» **DIRECTIONS FOR THIS TASK**
Would you please return the lines of the material that contain the word "main"?
────────────────
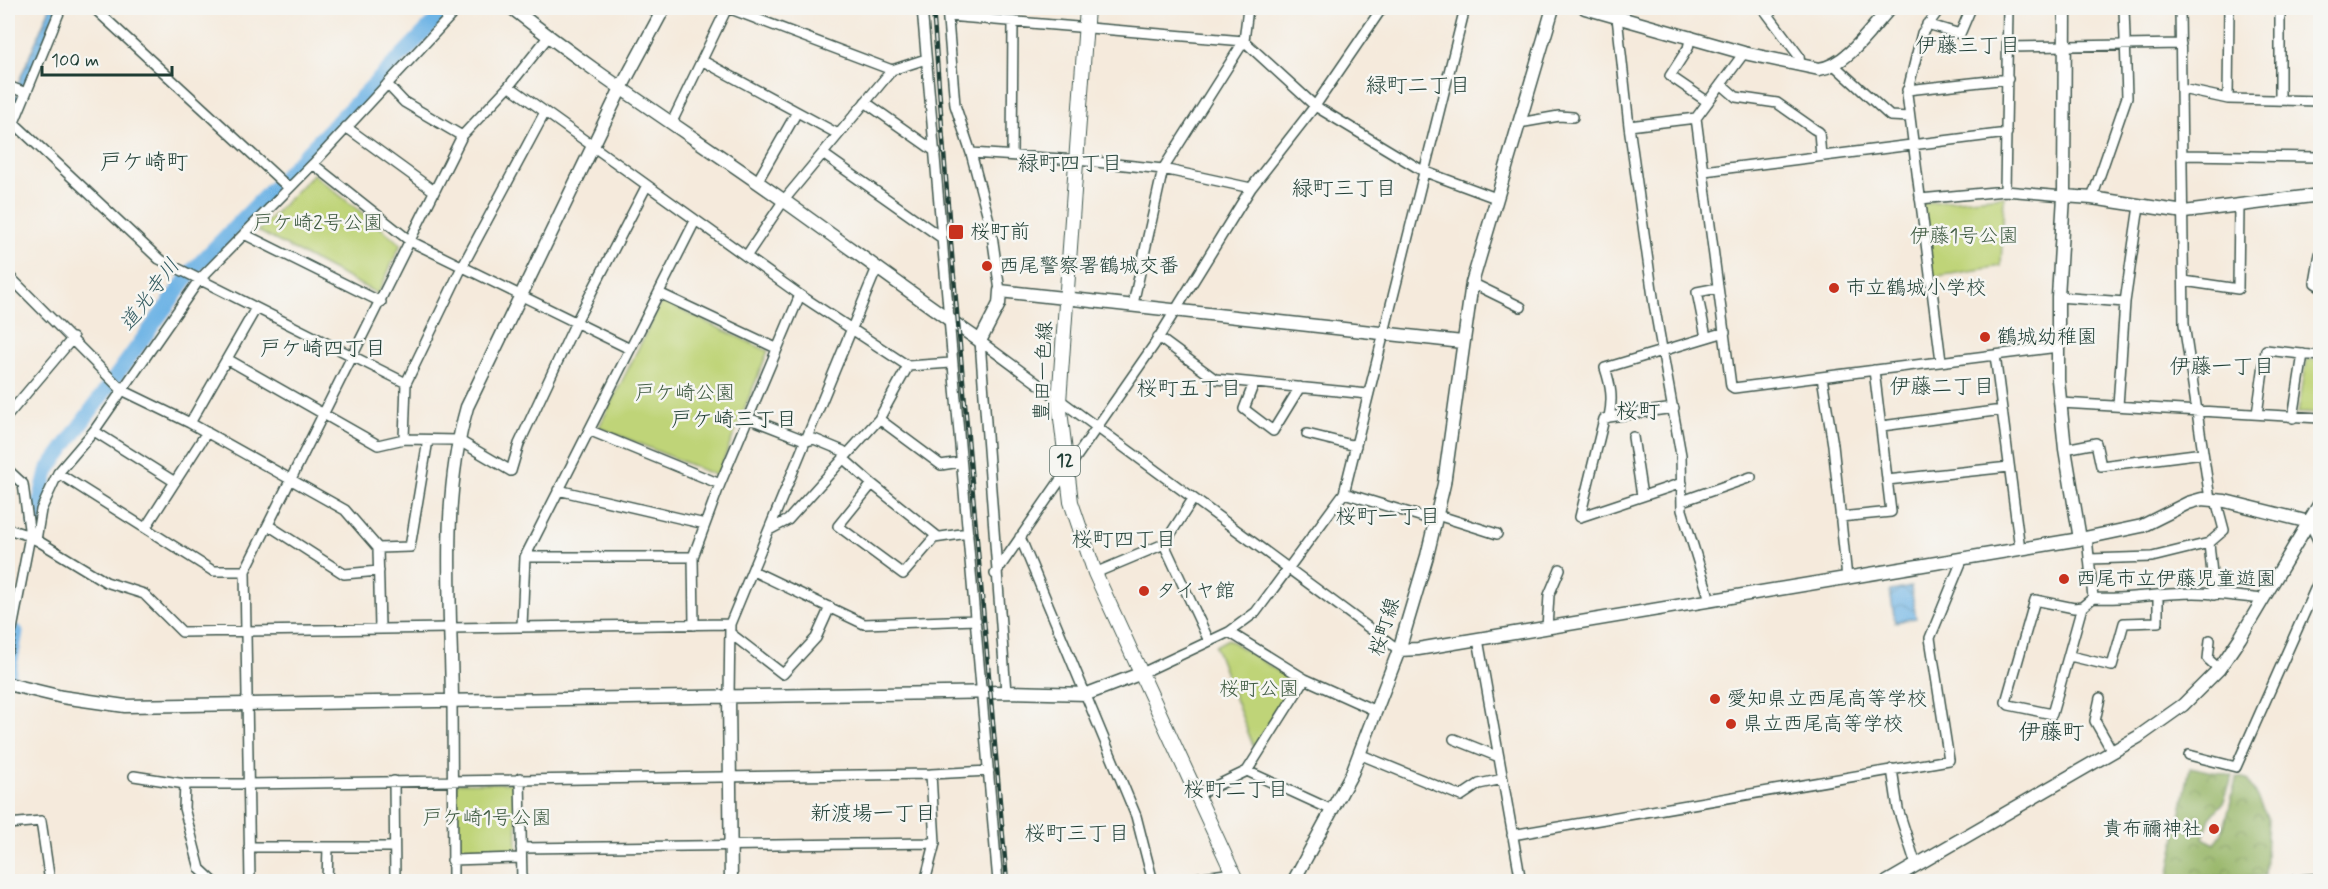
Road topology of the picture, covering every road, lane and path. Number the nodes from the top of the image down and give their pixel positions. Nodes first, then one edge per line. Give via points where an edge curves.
1 (61, 8) edge
2 (94, 8) edge
3 (458, 8) edge
4 (512, 8) edge
5 (728, 8) edge
6 (922, 8) edge
7 (1087, 8) edge
8 (1248, 8) edge
9 (1382, 8) edge
10 (1465, 8) edge
11 (1553, 8) edge
12 (1585, 8) edge
13 (1763, 8) edge
14 (1890, 8) edge
15 (1940, 8) edge
16 (1971, 8) edge
17 (2008, 8) edge
18 (2065, 8) edge
19 (2124, 8) edge
20 (2180, 8) edge
21 (2229, 8) edge
22 (2280, 8) edge
23 (658, 10) edge
24 (948, 12) edge
25 (1616, 12) edge
26 (1013, 22) junction
27 (1927, 24) junction
28 (1086, 29) junction
29 (548, 36) junction
30 (1691, 36) junction
31 (1244, 41) junction
32 (2124, 44) junction
33 (2181, 44) junction
34 (2066, 45) junction
35 (2009, 47) junction
36 (1744, 53) junction
37 (926, 59) junction
38 (703, 61) junction
39 (1834, 65) junction
40 (1800, 66) junction
41 (892, 70) junction
42 (2008, 79) junction
43 (387, 84) junction
44 (1721, 84) junction
45 (8, 86) edge
46 (509, 86) junction
47 (621, 88) junction
48 (2182, 89) junction
49 (1907, 90) junction
50 (22, 92) junction
51 (2228, 99) junction
52 (2280, 100) junction
53 (2320, 101) edge
54 (865, 102) junction
55 (1708, 102) junction
56 (1315, 106) junction
57 (797, 112) junction
58 (544, 114) junction
59 (1574, 117) dead end
60 (1910, 117) junction
61 (1696, 118) junction
62 (14, 123) junction
63 (1519, 123) junction
64 (671, 124) junction
65 (1629, 126) junction
66 (346, 127) junction
67 (2007, 133) junction
68 (838, 134) junction
69 (462, 136) junction
70 (8, 137) edge
71 (1914, 144) junction
72 (593, 147) junction
73 (936, 152) junction
74 (971, 153) junction
75 (823, 154) junction
76 (1012, 154) junction
77 (1821, 156) junction
78 (2183, 156) junction
79 (2320, 157) edge
80 (1077, 159) junction
81 (313, 165) junction
82 (1163, 169) junction
83 (1423, 171) junction
84 (1704, 171) junction
85 (757, 182) junction
86 (646, 187) junction
87 (289, 188) junction
88 (1251, 188) junction
89 (434, 191) junction
90 (2005, 191) junction
91 (2320, 195) edge
92 (2064, 196) junction
93 (1496, 198) junction
94 (2092, 198) junction
95 (1920, 199) junction
96 (784, 201) junction
97 (2139, 206) junction
98 (2239, 206) junction
99 (2184, 212) junction
100 (695, 221) junction
101 (244, 234) junction
102 (942, 238) junction
103 (410, 241) junction
104 (2320, 254) edge
105 (747, 255) junction
106 (462, 267) junction
107 (876, 270) junction
108 (8, 275) edge
109 (198, 280) junction
110 (2184, 281) junction
111 (1472, 283) junction
112 (2320, 286) edge
113 (1718, 288) junction
114 (1000, 291) junction
115 (659, 293) junction
116 (800, 295) junction
117 (521, 296) junction
118 (2058, 297) junction
119 (1066, 299) junction
120 (381, 302) junction
121 (2126, 302) junction
122 (1133, 304) junction
123 (1521, 307) dead end
124 (256, 308) junction
125 (1175, 309) junction
126 (948, 319) junction
127 (576, 322) junction
128 (853, 330) junction
129 (1725, 332) junction
130 (1383, 334) junction
131 (1158, 337) junction
132 (1706, 337) junction
133 (73, 338) junction
134 (980, 340) junction
135 (1462, 342) junction
136 (2058, 347) junction
137 (776, 348) junction
138 (630, 349) junction
139 (1661, 351) junction
140 (2303, 354) junction
141 (1995, 355) junction
142 (353, 356) junction
143 (2320, 356) edge
144 (227, 359) junction
145 (1941, 361) junction
146 (951, 363) junction
147 (908, 366) junction
148 (1874, 370) junction
149 (1822, 377) junction
150 (406, 383) junction
151 (1254, 383) junction
152 (1300, 387) junction
153 (122, 390) junction
154 (1368, 393) junction
155 (1059, 402) junction
156 (2061, 403) junction
157 (2118, 406) junction
158 (1674, 408) junction
159 (2002, 410) junction
160 (2197, 412) junction
161 (324, 414) junction
162 (2257, 414) junction
163 (8, 415) edge
164 (1609, 417) junction
165 (2293, 417) junction
166 (748, 418) junction
167 (2320, 418) edge
168 (879, 419) junction
169 (190, 423) junction
170 (1882, 426) junction
171 (1096, 428) junction
172 (591, 430) junction
173 (94, 431) junction
174 (207, 432) junction
175 (1307, 434) dead end
176 (1633, 437) dead end
177 (404, 439) junction
178 (428, 440) junction
179 (458, 440) junction
180 (807, 441) junction
181 (1356, 446) junction
182 (2065, 449) junction
183 (2203, 453) junction
184 (845, 460) junction
185 (960, 462) junction
186 (2009, 466) junction
187 (8, 470) edge
188 (58, 473) junction
189 (1067, 473) junction
190 (1751, 477) dead end
191 (291, 480) junction
192 (1887, 480) junction
193 (175, 482) junction
194 (1682, 483) junction
195 (720, 484) junction
196 (872, 484) junction
197 (558, 490) junction
198 (1344, 493) junction
199 (1642, 496) junction
200 (1193, 499) junction
201 (2213, 499) junction
202 (1682, 501) junction
203 (2320, 503) edge
204 (1436, 518) junction
205 (1840, 518) junction
206 (2309, 522) junction
207 (705, 524) junction
208 (268, 525) junction
209 (146, 527) junction
210 (8, 529) edge
211 (771, 529) junction
212 (968, 533) junction
213 (1497, 534) dead end
214 (938, 537) junction
215 (1020, 537) junction
216 (33, 538) junction
217 (2084, 538) junction
218 (2209, 543) junction
219 (1164, 544) junction
220 (2320, 544) edge
221 (378, 548) junction
222 (2020, 549) junction
223 (693, 557) junction
224 (525, 558) junction
225 (1963, 558) junction
226 (2089, 559) junction
227 (1287, 568) junction
228 (1560, 569) dead end
229 (245, 571) junction
230 (379, 571) junction
231 (753, 571) junction
232 (1095, 573) junction
233 (995, 574) junction
234 (1847, 578) junction
235 (2320, 578) edge
236 (2158, 595) junction
237 (2214, 595) junction
238 (2093, 598) junction
239 (2263, 599) junction
240 (1710, 600) junction
241 (2082, 606) junction
242 (830, 607) junction
243 (12, 608) edge
244 (976, 620) junction
245 (522, 626) junction
246 (694, 626) junction
247 (451, 627) junction
248 (380, 628) junction
249 (1547, 628) junction
250 (730, 629) junction
251 (246, 631) junction
252 (1229, 632) junction
253 (1478, 639) junction
254 (2210, 640) dead end
255 (1209, 641) junction
256 (8, 650) edge
257 (1399, 650) junction
258 (2070, 656) junction
259 (2218, 669) junction
260 (1142, 673) junction
261 (1305, 679) junction
262 (8, 684) edge
263 (1006, 692) junction
264 (982, 693) junction
265 (1087, 694) junction
266 (729, 696) junction
267 (2100, 698) dead end
268 (452, 701) junction
269 (247, 704) junction
270 (1377, 711) junction
271 (1454, 738) dead end
272 (2112, 751) junction
273 (1359, 754) junction
274 (2189, 755) dead end
275 (1499, 757) junction
276 (1892, 770) junction
277 (989, 771) junction
278 (1247, 771) junction
279 (931, 774) junction
280 (134, 776) dead end
281 (730, 777) junction
282 (520, 778) junction
283 (452, 779) junction
284 (1503, 779) junction
285 (394, 781) junction
286 (185, 784) junction
287 (247, 784) junction
288 (1197, 795) junction
289 (1332, 810) junction
290 (8, 825) edge
291 (1512, 835) junction
292 (935, 843) junction
293 (731, 846) junction
294 (249, 847) junction
295 (328, 847) junction
296 (394, 847) junction
297 (521, 853) junction
298 (453, 860) junction
299 (1916, 865) junction
300 (1234, 877) edge
301 (2317, 881) edge
302 (50, 882) edge
303 (214, 882) edge
304 (250, 882) edge
305 (327, 882) edge
306 (395, 882) edge
307 (453, 882) edge
308 (522, 882) edge
309 (731, 882) edge
310 (925, 882) edge
311 (998, 882) edge
312 (1153, 882) edge
313 (1168, 882) edge
314 (1293, 882) edge
315 (1521, 882) edge
316 (1887, 882) edge
317 (2294, 882) edge

1 - 50 street
2 - 87 street
3 - 43 street
4 - 29 street
5 - 38 street
5 - 41 street
6 - 37 street
7 - 28 main road, 豊田一色線 / 12
8 - 31 street
9 - 56 street
10 - 83 street
11 - 63 street
12 - 25 street
13 - 40 street via 1799,56
14 - 39 street
15 - 27 street
16 - 27 street via 1960,33
17 - 35 street
18 - 34 street
19 - 32 street
20 - 33 street
21 - 51 street
22 - 52 street
23 - 47 street
24 - 26 street
24 - 74 street via 955,105
25 - 30 street
25 - 65 street
26 - 28 street
26 - 76 street
27 - 49 street
28 - 31 street
28 - 80 main road, 豊田一色線 / 12
29 - 46 street
29 - 47 street
30 - 36 street
30 - 55 street via 1670,76
31 - 56 street
31 - 82 street
32 - 33 street
32 - 34 street
32 - 94 street via 2127,97
33 - 48 street
34 - 35 street
34 - 92 street
35 - 42 street
36 - 40 street
36 - 44 street
37 - 41 street
37 - 73 street
38 - 57 street
38 - 64 street
39 - 40 street via 1819,69
39 - 60 street via 1890,116
41 - 54 street
42 - 49 street
42 - 67 street
43 - 66 street
43 - 69 street via 404,102
44 - 55 street
44 - 77 street via 1736,97 1777,103 1819,132
45 - 50 street
46 - 58 street
46 - 69 street
47 - 64 street
47 - 72 street
48 - 51 street
48 - 78 street
49 - 60 street
50 - 62 street
51 - 52 street
52 - 53 street
54 - 68 street
54 - 73 street
55 - 61 street
56 - 83 street
56 - 88 street
57 - 68 street
57 - 85 street
58 - 72 street
58 - 106 street
59 - 63 street
60 - 71 street
61 - 65 street
61 - 84 street
62 - 70 street
62 - 109 street via 161,260
63 - 93 street
64 - 85 street
65 - 139 street
66 - 81 street
66 - 89 street
67 - 71 street
67 - 90 street
68 - 75 street
69 - 89 street
71 - 77 street
71 - 95 street
72 - 86 street
72 - 117 street
73 - 102 street
74 - 76 street
74 - 114 street via 991,228
75 - 96 street
75 - 102 street
76 - 80 street
77 - 84 street
78 - 79 street
78 - 99 street
80 - 82 street
80 - 119 main road, 豊田一色線 / 12
81 - 87 street
81 - 103 street
82 - 88 street
82 - 122 street
83 - 93 street
83 - 130 street
84 - 113 street
85 - 96 street
86 - 100 street
86 - 127 street
87 - 101 street
88 - 125 street
89 - 103 street
90 - 92 street
90 - 95 street
91 - 98 street
92 - 94 street
92 - 118 street
93 - 111 street
94 - 97 street
95 - 145 street
96 - 105 street
96 - 107 street
97 - 99 street
97 - 121 street
98 - 99 street
98 - 110 street via 2238,289
99 - 110 street
100 - 105 street
100 - 115 street
101 - 109 street
101 - 120 street
102 - 126 street
103 - 106 street
103 - 120 street
104 - 112 street via 2315,284
105 - 116 street
106 - 117 street
106 - 150 street
107 - 126 street
107 - 128 street
108 - 133 street
109 - 124 street
109 - 153 street
110 - 160 street via 2184,324
111 - 123 street
111 - 135 street
113 - 129 street
113 - 132 street via 1696,292
114 - 119 street
114 - 134 street via 999,304
115 - 137 street
115 - 138 street
116 - 128 street
116 - 137 street
117 - 127 street
117 - 179 street via 467,407
118 - 121 street
118 - 136 street
119 - 122 street
119 - 155 main road, 豊田一色線 / 12
120 - 142 street
121 - 157 street
122 - 125 street
124 - 142 street
124 - 144 street
125 - 130 street
125 - 131 street
126 - 134 street
126 - 146 street
127 - 138 street
127 - 179 street via 519,444 511,471
128 - 147 street
128 - 180 street
129 - 132 street
129 - 149 street via 1734,388
130 - 135 street
130 - 154 street
131 - 151 street via 1215,379
131 - 171 street
132 - 139 street
133 - 153 street
133 - 163 street
134 - 155 street
134 - 233 street
135 - 204 street, 桜町線
136 - 141 street
136 - 156 street
137 - 166 street
138 - 172 street
139 - 158 street
139 - 164 street via 1605,369 1612,397
140 - 143 street
140 - 162 street via 2266,350
140 - 165 street
141 - 145 street
141 - 159 street
142 - 150 street
142 - 161 street
144 - 161 street
144 - 169 street
145 - 148 street
146 - 147 street
146 - 185 street
147 - 168 street
148 - 149 street
148 - 170 street
149 - 205 street
150 - 177 street
151 - 152 street
151 - 152 street via 1244,409 1273,431
152 - 154 street
153 - 169 street
153 - 173 street
154 - 181 street
155 - 171 street
155 - 189 main road, 豊田一色線 / 12
156 - 157 street
156 - 182 street
157 - 160 street
158 - 164 street
158 - 194 street
159 - 170 street
159 - 186 street
160 - 162 street
160 - 183 street
161 - 177 street via 378,445
161 - 191 street
162 - 165 street
164 - 199 street via 1604,419 1596,444 1580,517
165 - 167 street
166 - 180 street
166 - 195 street
168 - 184 street
168 - 185 street via 941,465
169 - 174 street
170 - 192 street
171 - 189 street
171 - 200 street
172 - 195 street
172 - 197 street
173 - 188 street
173 - 193 street
174 - 191 street
174 - 193 street
175 - 181 street
176 - 199 street
177 - 178 street
178 - 179 street
178 - 221 street via 410,547
179 - 247 street via 450,495
180 - 184 street via 814,439 843,451
180 - 211 street
181 - 198 street
182 - 183 street via 2096,443 2101,466
182 - 217 street
183 - 201 street
184 - 196 street
184 - 211 street via 788,520
185 - 212 street
186 - 192 street
186 - 222 street
187 - 216 street via 22,484
188 - 209 street
188 - 216 street
189 - 215 street
189 - 232 main road, 豊田一色線 / 12 via 1071,502
190 - 202 street
191 - 208 street
191 - 221 street via 345,510
192 - 205 street via 1891,512
193 - 209 street
194 - 199 street
194 - 202 street
195 - 207 street
196 - 214 street
196 - 214 street via 838,526 903,574
197 - 207 street
197 - 224 street
198 - 204 street
198 - 227 street
200 - 219 street
200 - 227 street
201 - 206 street
201 - 217 street via 2188,503 2142,526
201 - 218 street via 2224,530
202 - 240 street via 1685,527
203 - 206 street
204 - 213 street
204 - 257 street, 桜町線
205 - 234 street
206 - 220 street
206 - 239 street
207 - 223 street
208 - 229 street
208 - 230 street via 344,574
209 - 229 street via 213,571
210 - 216 street
211 - 231 street
212 - 214 street
212 - 244 street
215 - 233 street
215 - 265 street
216 - 243 street
216 - 251 street via 106,582 144,594 182,632
217 - 222 street
217 - 226 street
218 - 226 street via 2152,557
218 - 237 street
219 - 232 street
219 - 255 street
221 - 230 street
222 - 225 street
223 - 224 street
223 - 246 street
224 - 245 street
225 - 234 street
225 - 276 street via 1930,638 1949,760
226 - 238 street
227 - 252 street via 1256,612
227 - 257 street
228 - 249 street via 1549,595
229 - 251 street
230 - 248 street
231 - 242 street
231 - 250 street
232 - 260 main road, 豊田一色線 / 12
233 - 263 street
234 - 240 street
235 - 274 street via 2236,767
236 - 237 street
236 - 238 street
236 - 258 street via 2158,622 2124,623 2112,666
237 - 239 street
238 - 241 street
239 - 259 street
240 - 249 street
241 - 258 street
241 - 258 street via 2034,600 2006,702 2052,714
242 - 244 street via 864,624
242 - 250 street via 816,638 783,674
243 - 256 street
244 - 264 street
245 - 246 street
245 - 247 street
246 - 250 street
247 - 248 street
247 - 268 street
248 - 251 street
249 - 253 street
250 - 266 street
251 - 269 street
252 - 255 street
252 - 261 street
253 - 257 street
253 - 275 street
254 - 259 street via 2208,659
255 - 260 street
257 - 270 street, 桜町線
259 - 272 street via 2176,710
260 - 265 street
260 - 288 main road, 豊田一色線 / 12
261 - 270 street
261 - 278 street
262 - 269 street via 125,706
263 - 264 street
263 - 265 street
264 - 266 street
264 - 277 street
265 - 312 street via 1136,816
266 - 268 street
266 - 281 street
267 - 272 street via 2096,721
268 - 269 street
268 - 283 street
269 - 287 street
270 - 273 street, 桜町線
271 - 275 street
272 - 299 street
273 - 284 street via 1461,796 1479,784
273 - 289 street, 桜町線
275 - 284 street
276 - 291 street
276 - 299 street via 1898,809
277 - 279 street
277 - 311 street
278 - 288 street
278 - 289 street
279 - 281 street
279 - 292 street
280 - 286 street
281 - 282 street
281 - 293 street
282 - 283 street
282 - 297 street
283 - 285 street
283 - 298 street
284 - 291 street
285 - 287 street
285 - 296 street
286 - 287 street
286 - 303 street via 184,808 200,869
287 - 294 street
288 - 300 main road, 豊田一色線 / 12
289 - 314 street, 桜町線
290 - 302 street via 41,820
291 - 315 street
292 - 293 street
292 - 310 street
293 - 297 street
293 - 309 street
294 - 295 street
294 - 304 street
295 - 296 street
295 - 305 street
296 - 306 street
297 - 298 street
297 - 308 street
298 - 307 street
299 - 316 street
300 - 313 street
301 - 317 street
────────────────
» **RESPONSE AREA**
7 - 28 main road, 豊田一色線 / 12
28 - 80 main road, 豊田一色線 / 12
80 - 119 main road, 豊田一色線 / 12
119 - 155 main road, 豊田一色線 / 12
155 - 189 main road, 豊田一色線 / 12
189 - 232 main road, 豊田一色線 / 12 via 1071,502
232 - 260 main road, 豊田一色線 / 12
260 - 288 main road, 豊田一色線 / 12
288 - 300 main road, 豊田一色線 / 12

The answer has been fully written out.